Background information
- Born: 25 December 1934 Hathazari Upazila, Nandirhat, Chittagong, Bengal Presidency, British India
- Died: 27 January 1999 (aged 64) Dhaka, Bangladesh
- Genres: film score, techno, fusion, folk
- Occupations: Music director, composer, record producer
- Instruments: keyboards, vocals, guitar
- Years active: 1956–1997
- Labels: Sangeeta, Ektaar, Deadline music

= Satya Saha =

Satya Saha (25 December 1934 – 27 January 1999) was a Bangladeshi composer, and musician. His notable composed songs are "Chena Chena Lage" by Shyamal Mitra, "Dukkho Amar Basor Raater Palonko", "Chhiti Dio Protidin" by Sabina Yasmin, "Mon Bole Tumi Asbe", "Rupali Nadire", "Bondho Hote Cheye Tomar" by Subir Nandi, "Akasher Haate Ache" by Shammi Akhter, "Tumi Ki Dekhecho Kobhu" by Abdul Jabbar, "Oi Dur Digonte", "Mago Ma Ogo Ma" etc. He earned three Bangladesh National Film Awards in 1994, 1996, and 2001 in music director and composer categories. In 2013, he was awarded Independence Day Award after his death. He was the father of musician Emon Saha and film director Sumon Saha.

==Early life==
Satya Saha was born on 25 December 1934, into the zamindar family of Nandirhat at the Nandirhat Zamindar Bari, located in the Nandirhat area of Uttar Fateyabad under Hathazari Thana, Chattogram. Saha's father was Prasannakumar Saha. He started learning and rehearsing music from his uncle Rabindrapal Saha. He passed B.A. from Vidyasagar College in 1951–1952.

==Career==
Saha began his career as a music director in 1955 with Subhash Dutta’s film Sutorang.
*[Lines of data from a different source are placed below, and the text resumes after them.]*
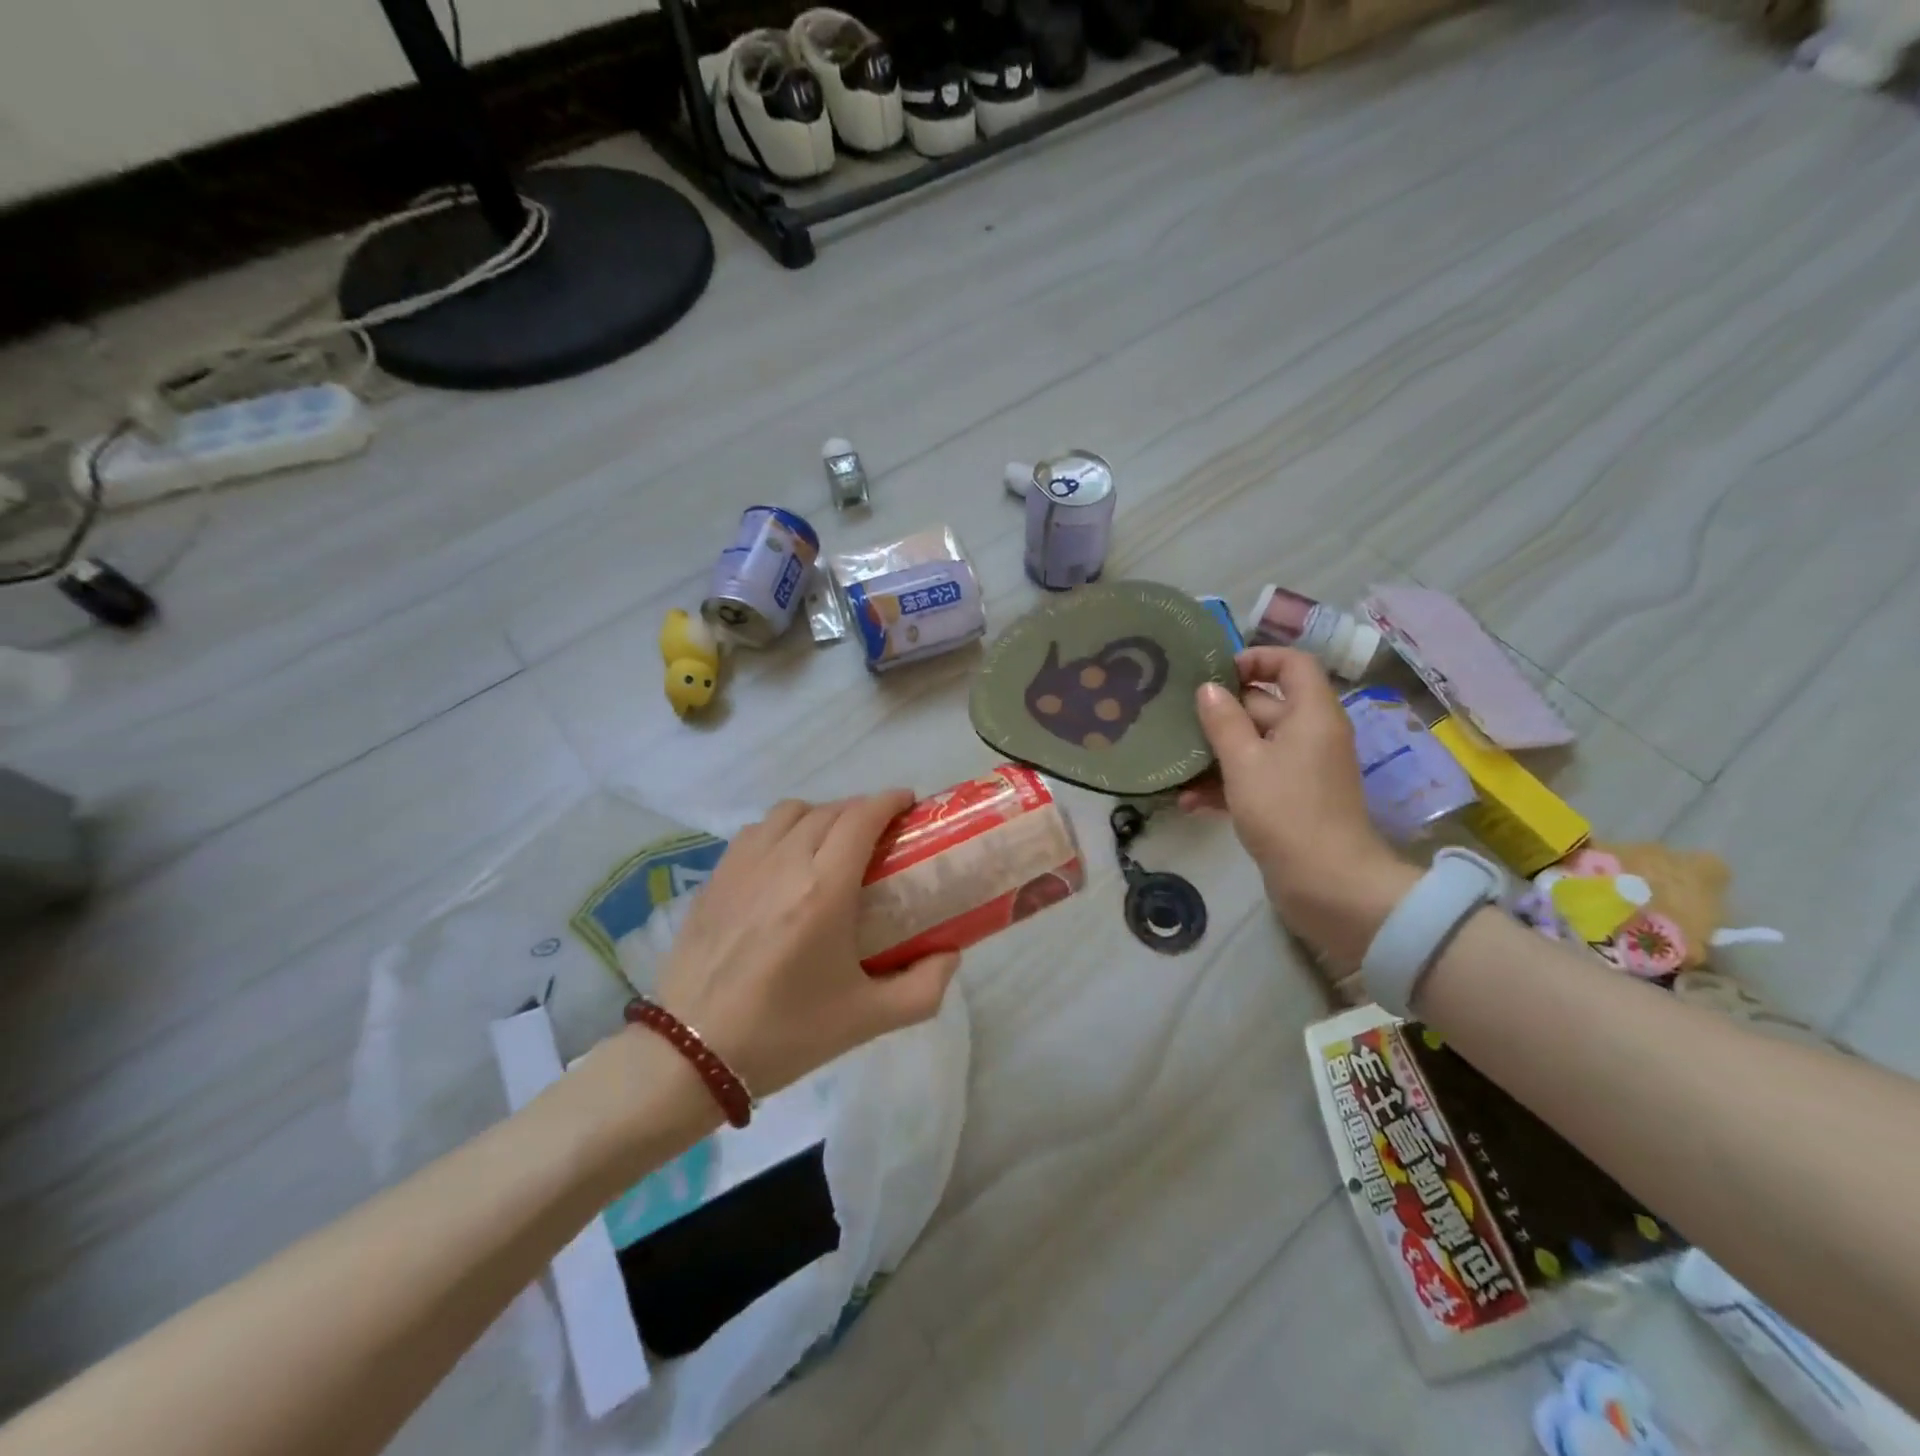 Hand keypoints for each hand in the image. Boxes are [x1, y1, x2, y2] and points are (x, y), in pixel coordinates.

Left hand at [651, 792, 961, 1096]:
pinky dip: (782, 828)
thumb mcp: (867, 1020)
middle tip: (881, 833)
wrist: (692, 1055)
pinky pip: (756, 830)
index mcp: (824, 890)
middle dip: (861, 809)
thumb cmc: (785, 1034)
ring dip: (820, 814)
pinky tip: (786, 858)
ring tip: (833, 842)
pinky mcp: (716, 878)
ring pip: (790, 812)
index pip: (861, 818)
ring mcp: (743, 866)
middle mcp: (784, 863)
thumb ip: (923, 988)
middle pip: (830, 810)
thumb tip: (951, 954)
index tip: (909, 804)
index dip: (889, 801)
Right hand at [1182, 649, 1416, 963]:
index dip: (1257, 658)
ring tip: (1177, 763)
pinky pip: (1256, 778)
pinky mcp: (1291, 801)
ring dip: (1217, 754)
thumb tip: (1208, 689)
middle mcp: (1311, 735)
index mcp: (1311, 714)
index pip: (1292, 664)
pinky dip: (1227, 785)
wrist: (1328, 885)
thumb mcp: (1245, 762)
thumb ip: (1223, 721)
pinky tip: (1189, 802)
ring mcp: (1302, 770)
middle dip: (1223, 712)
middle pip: (1266, 705)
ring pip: (1255, 745)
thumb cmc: (1286, 811)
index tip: (1216, 673)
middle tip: (1179, 717) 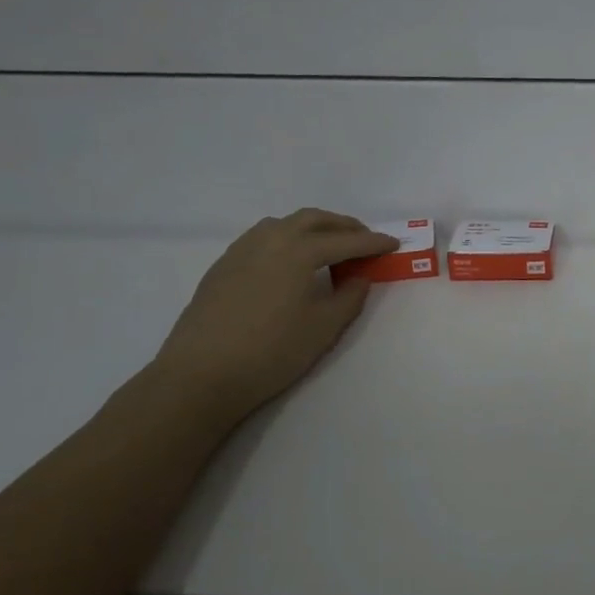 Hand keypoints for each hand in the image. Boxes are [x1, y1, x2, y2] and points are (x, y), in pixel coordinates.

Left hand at [152, 209, 397, 425]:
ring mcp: (242, 250)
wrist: (200, 375)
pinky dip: (287, 238)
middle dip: (344, 226)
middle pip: (314, 219)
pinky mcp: (223, 265)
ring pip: (285, 223)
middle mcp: (270, 239)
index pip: (345, 240)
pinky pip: (263, 237)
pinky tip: (291, 261)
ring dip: (313, 227)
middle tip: (364, 239)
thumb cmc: (271, 352)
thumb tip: (360, 277)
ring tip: (329, 246)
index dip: (373, 242)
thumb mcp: (324, 328)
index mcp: (299, 251)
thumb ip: (350, 297)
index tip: (394, 244) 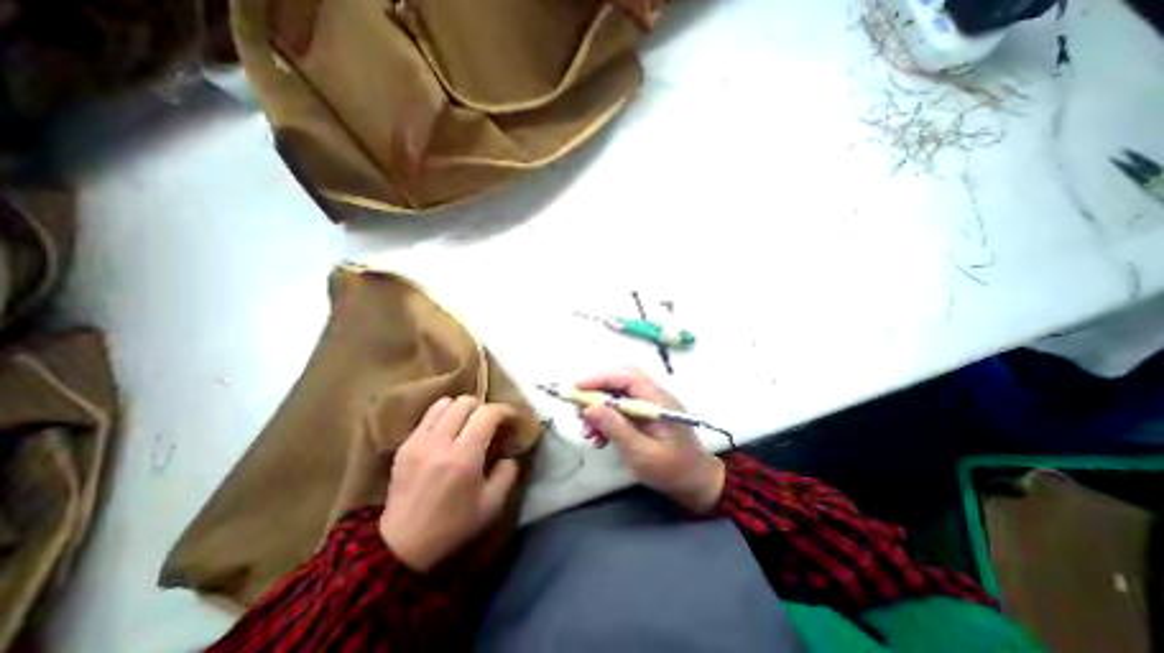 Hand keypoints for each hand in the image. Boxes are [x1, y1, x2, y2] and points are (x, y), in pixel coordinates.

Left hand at [384, 396, 517, 568]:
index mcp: (463, 458)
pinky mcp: (405, 444)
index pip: (488, 414)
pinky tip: (449, 431)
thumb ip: (508, 473)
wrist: (401, 545)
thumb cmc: (452, 526)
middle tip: (491, 423)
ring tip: (469, 424)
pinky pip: (429, 414)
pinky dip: (444, 415)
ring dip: (463, 409)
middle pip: (466, 402)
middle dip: (484, 407)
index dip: (505, 410)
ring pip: (446, 403)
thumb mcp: (492, 505)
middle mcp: (440, 442)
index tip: (513, 418)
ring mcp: (419, 441)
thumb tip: (510, 452)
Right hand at [576, 367, 723, 516]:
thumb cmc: (673, 470)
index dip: (600, 377)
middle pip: (619, 382)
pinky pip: (619, 409)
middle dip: (594, 393)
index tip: (576, 387)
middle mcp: (653, 396)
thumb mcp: (643, 454)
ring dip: (597, 409)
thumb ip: (618, 429)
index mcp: (658, 401)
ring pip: (616, 395)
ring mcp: (648, 405)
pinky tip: (598, 437)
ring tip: (587, 432)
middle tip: (576, 410)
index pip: (628, 376)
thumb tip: (590, 408)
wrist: (696, 483)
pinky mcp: (643, 415)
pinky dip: (604, 419) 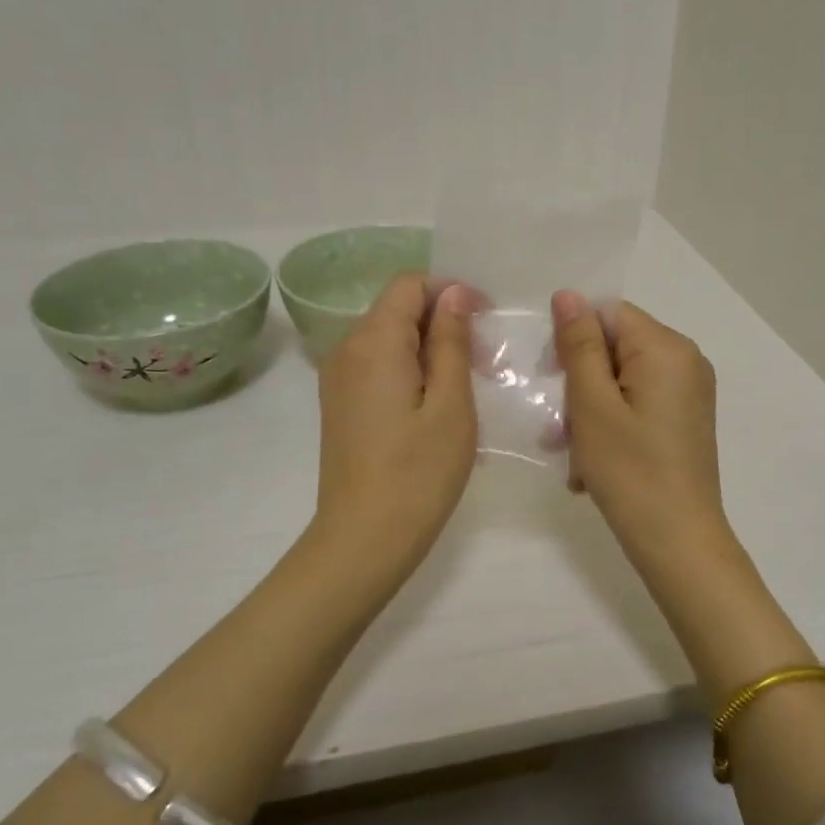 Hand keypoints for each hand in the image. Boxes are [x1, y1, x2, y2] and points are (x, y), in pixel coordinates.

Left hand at [315, 275, 478, 562]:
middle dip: (443, 321)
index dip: (450, 291)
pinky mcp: (340, 403)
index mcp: (373, 341)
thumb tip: (454, 294)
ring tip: (466, 386)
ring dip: (429, 348)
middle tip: (484, 361)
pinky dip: (410, 369)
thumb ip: (451, 341)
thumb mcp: (451, 404)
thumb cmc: (418, 473)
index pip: (410, 284)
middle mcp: (347, 349)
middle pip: (398, 309)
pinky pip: (378, 365)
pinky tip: (436, 405)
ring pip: (389, 338)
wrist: (363, 539)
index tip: (485, 320)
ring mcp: (338, 378)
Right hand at [550, 291, 730, 568]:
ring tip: (574, 457)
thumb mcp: (592, 405)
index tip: (551, 381)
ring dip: (589, 412)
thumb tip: (568, 295)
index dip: (573, 341)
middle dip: (580, 384)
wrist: (680, 544)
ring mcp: (689, 391)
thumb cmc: (630, 472)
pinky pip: (637, 403)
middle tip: (558, 429)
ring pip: (621, 380)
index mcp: (667, 348)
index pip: (608, 314)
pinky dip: (611, 426)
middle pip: (615, 347)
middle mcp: (686, 360)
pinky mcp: (685, 418)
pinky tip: (594, 465)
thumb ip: (579, 345) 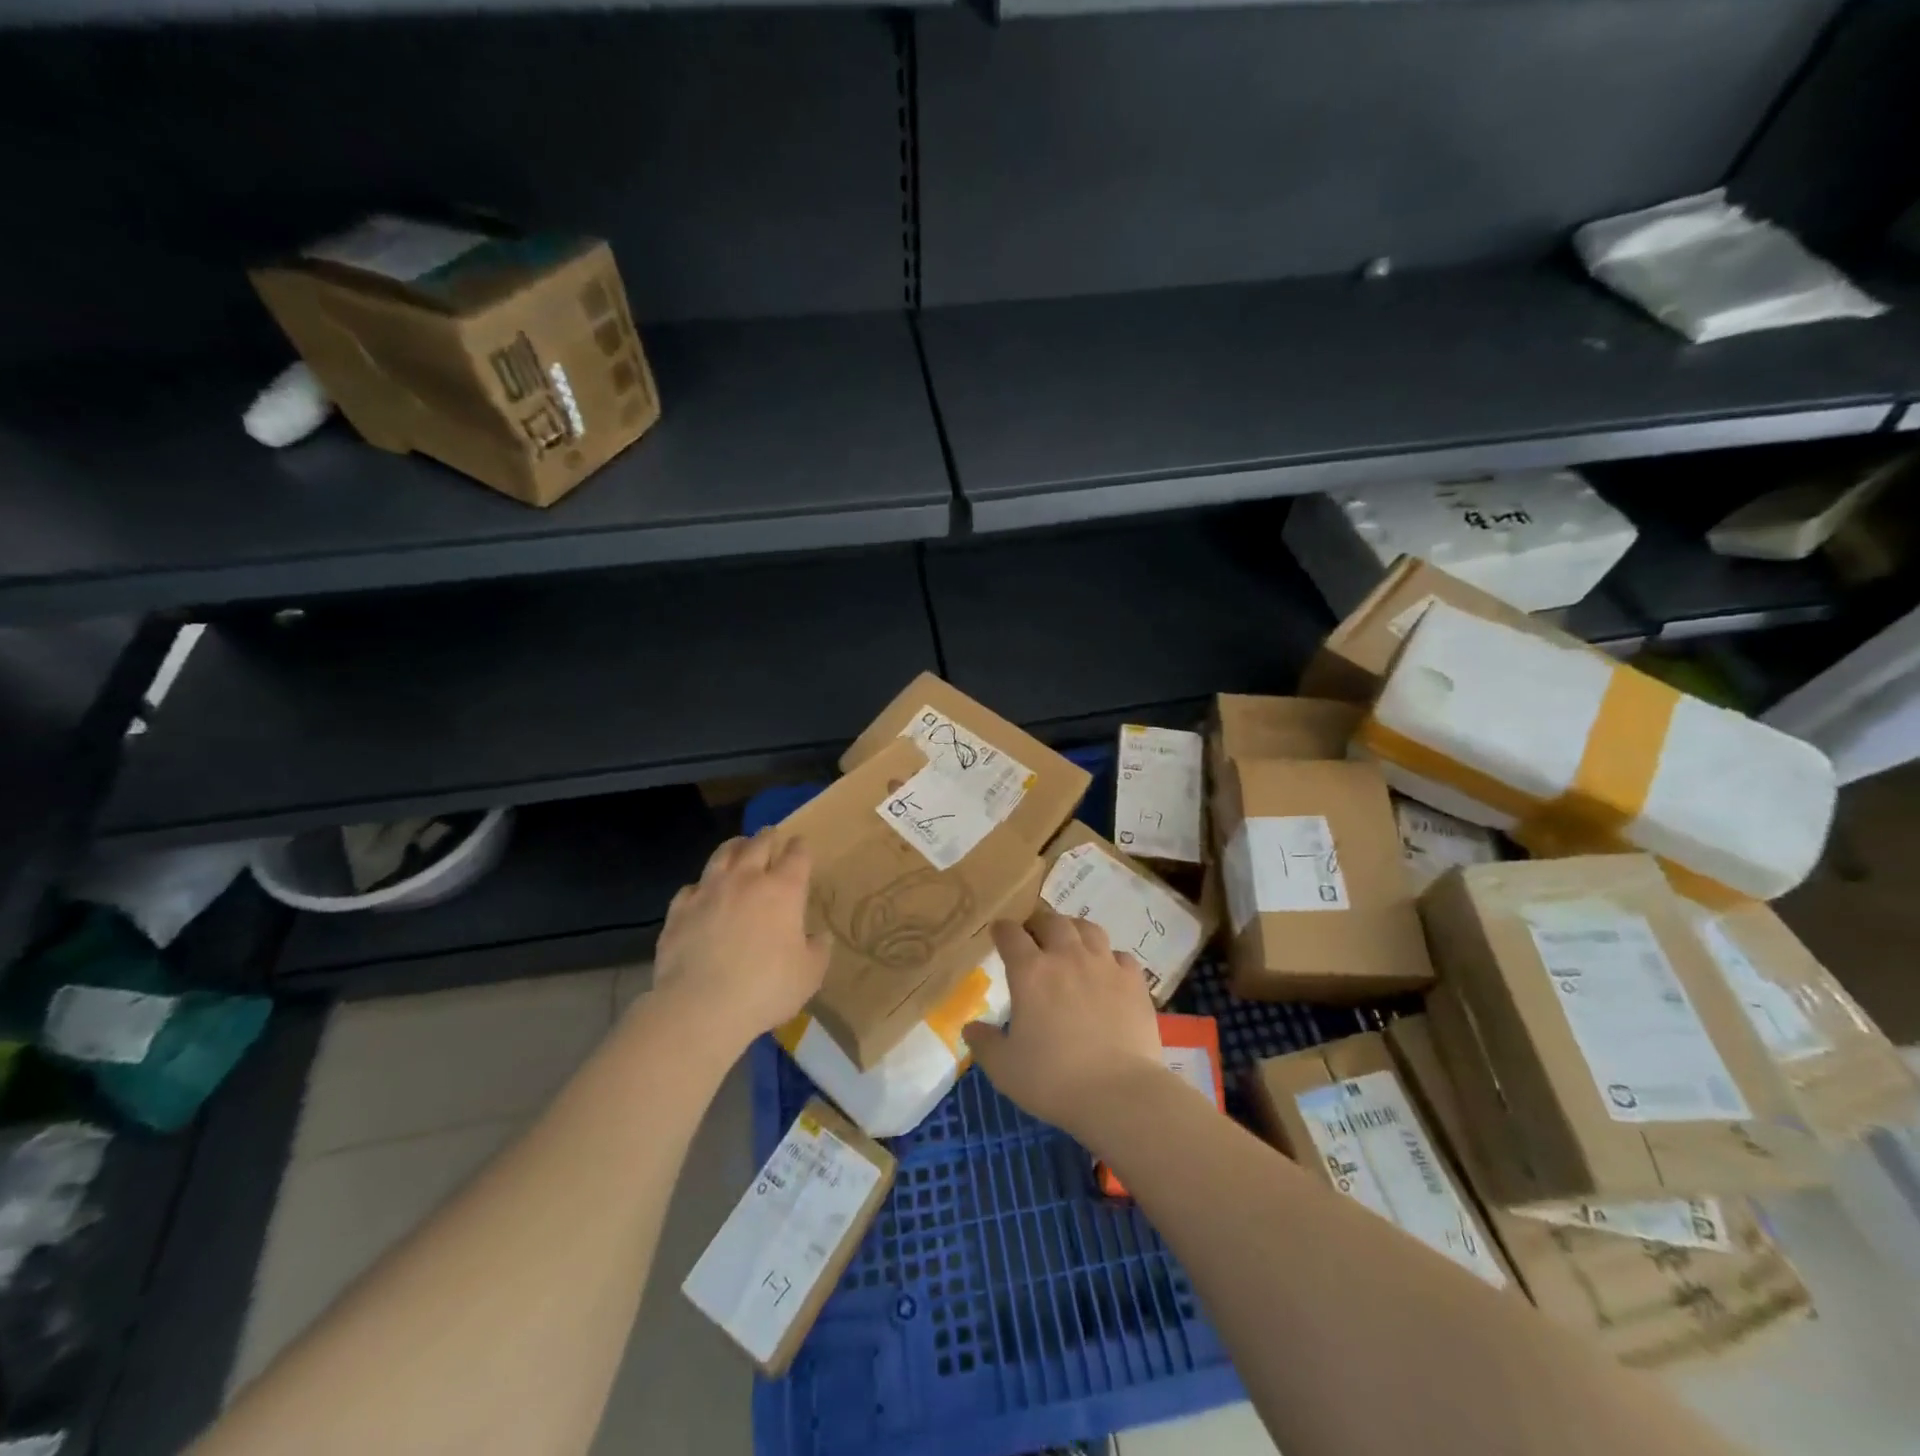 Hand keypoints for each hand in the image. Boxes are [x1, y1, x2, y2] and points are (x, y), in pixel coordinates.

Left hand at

He started his career as an assistant of composer Panchanon Mitra at Radio's Dhaka Station in 1956. From 1964 to 1999, he directed music in about two hundred different films and produced twenty films.

==Filmography==

- Sutorang (1964)
- Janajani (1965)
- Rupban (1965)
- Fir Milebge Ham Duno (1966)
- Bhawal Sanyasi (1966)
- Kagazer Nouka (1966)
- Gunai Bibi (1966)
- 13 Number Feku Gostagar Lane (1966)
- Saiful Mulk Badiuzzaman
- Aina O Abashishta (1966)
- Aparichita
- Etotuku Asha (1968)
- Binimoy (1970)
- Dhire Bohe Meghna (1973)
- Alor Michil (1974)
- Nayanmoni (1976)
- Surjakonya (1976)
- Puroshkar (1980)
- Mohanogor (1981)
- Aguner Poroshmoni (1994)
- Ajante (1996)
- Dipu Number Two (1996)

==Awards==
- Bachsas Awards – 1974
- Bangladesh National Film Awards (1994, 1996, 2001)
- Independence Day Award (2013)

==Death==
Saha died on 27 January 1999 in Dhaka.